Over Labor Day weekend, I spent an afternoon on my grandparent's farm. With spacious skies, fresh air, and endless fields of rolling grass, the prairie reminds me why I call it home. My grandparent's farm could come out of a children's book with the bright green tractors, dirt and ducks, and big red barn. A small garden near the house overflows with zucchini and cucumbers. The smell of bread and butter wafts from the windows of the house.
The farm is a place to escape from technology and learn to appreciate the simplicity of nature.
My sister and I love to go on "adventures" whenever we visit, exploring the land as it changes between seasons. This time we walked through a sunflower field, dancing between the plants as we weaved a path to the center of the field, the smell of plants and dirt filling the air. The bright green plants with brown flowers towered over our heads, the distinct yellow of the sunflowers fading as the seeds inside prepare themselves for the harvest. Twenty feet into the field, our entrance was completely obscured. The sunflowers appeared to go infinitely in every direction, an endless field of life and growth.
Taking a break to rest in the dry dirt, my sister and I stopped to sample the fruits of the flower's labor. The heads of the sunflowers were twice the size of my own, facing the ground instead of the sun from the sheer weight of a fruitful summer. It took two hands to lift the giant flowers up towards the sun; I never knew sunflowers could grow to be so unbelievably large.

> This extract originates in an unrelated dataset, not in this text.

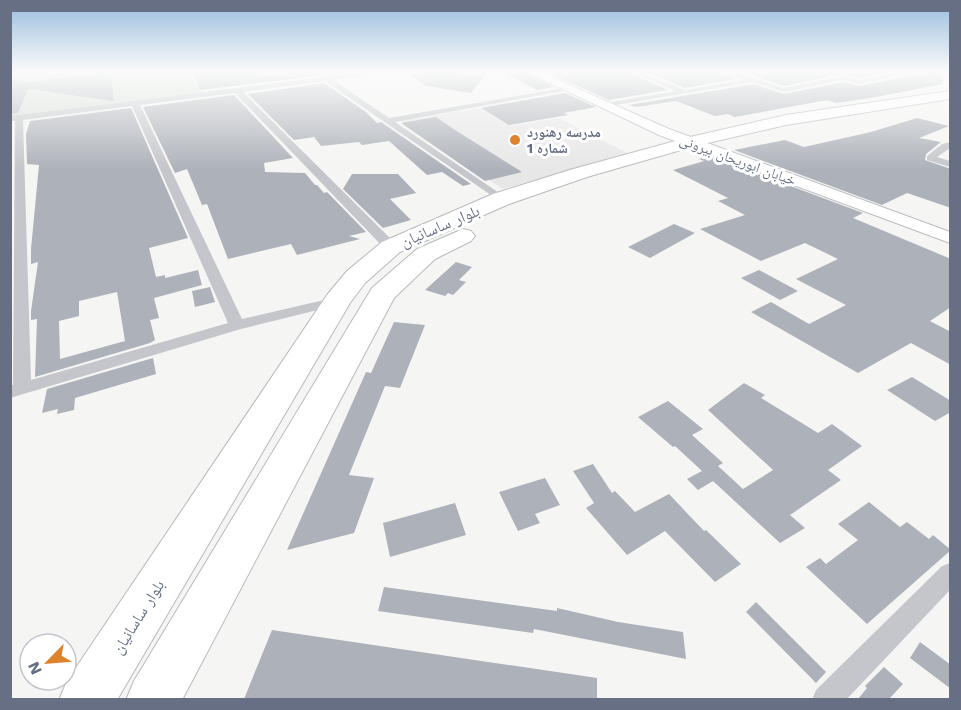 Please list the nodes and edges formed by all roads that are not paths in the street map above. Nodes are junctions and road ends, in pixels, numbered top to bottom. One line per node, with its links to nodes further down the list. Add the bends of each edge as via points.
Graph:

We sampled the sunflower seeds, plucking them from the center of the flower, admiring the fuzz that surrounded each seed as if it was a ripe peach. The soft fuzz was a surprise for both of us, never imagining that sunflowers were or could be anything other than smooth. The seeds were pure white; the taste subtle. I felt a little closer to the earth that rested beneath my feet.
The rev of an engine drew us back out of the field. Hopping on a four-wheeler, we drove around the golden fields, the wind tangling my hair as we circled around hay bales, the sun peeking out behind the clouds to illuminate the golden grass. Dinnertime drew us back into the house and the scent of German cooking filled the air. We never fail to eat our fill.
At the end of the day, it's hard to leave the farm and go back to reality. I never get enough of the crisp air and piercing stars after a setting sun.
Zucchini Chocolate Chip Muffins feel like a pleasure from a simpler time. The muffins are surprisingly moist and flavorful. Even though zucchini is added to the batter, the vegetable flavor remains subtle. With the addition of cinnamon, nutmeg, and chocolate chips, the muffins are given the feel of a spice cake (with a bite of chocolate every now and then). A simple spread of butter is all these muffins need to make a lasting impression.
One Year Ago:Zucchini Bread
Two Years Ago:Jean-Talon Market
Zucchini Chocolate Chip Muffins
Yields 1 dozen muffins
1 large egg
1/2 cup (118 ml) vegetable oil
3/4 cup (150 grams) brown sugar
1 teaspoon vanilla extract
1 cup (about 180 grams) grated zucchini, lightly packed
1 1/2 teaspoons ground cinnamon
1/8 teaspoon ground nutmeg
1/2 teaspoon baking soda
1/2 teaspoon baking powder
1/2 teaspoon salt
1 cup (120 grams) whole wheat flour
1/2 cup (63 grams) all-purpose flour
2/3 cup (113 grams) semisweet chocolate chips
Preheat oven to 350 degrees F (175 degrees C). Line a muffin pan with baking cups.
In a large bowl, whisk together the egg, vegetable oil, brown sugar, and vanilla until well combined. Stir in the grated zucchini. Mix in the cinnamon, nutmeg, baking soda, baking powder, and salt. Fold in the flour, mixing until the batter becomes uniform. Stir in chocolate chips.
Fill baking cups 3/4 full and bake for 18-22 minutes, or until a tester inserted in the center comes out clean. Let the muffins cool briefly before eating.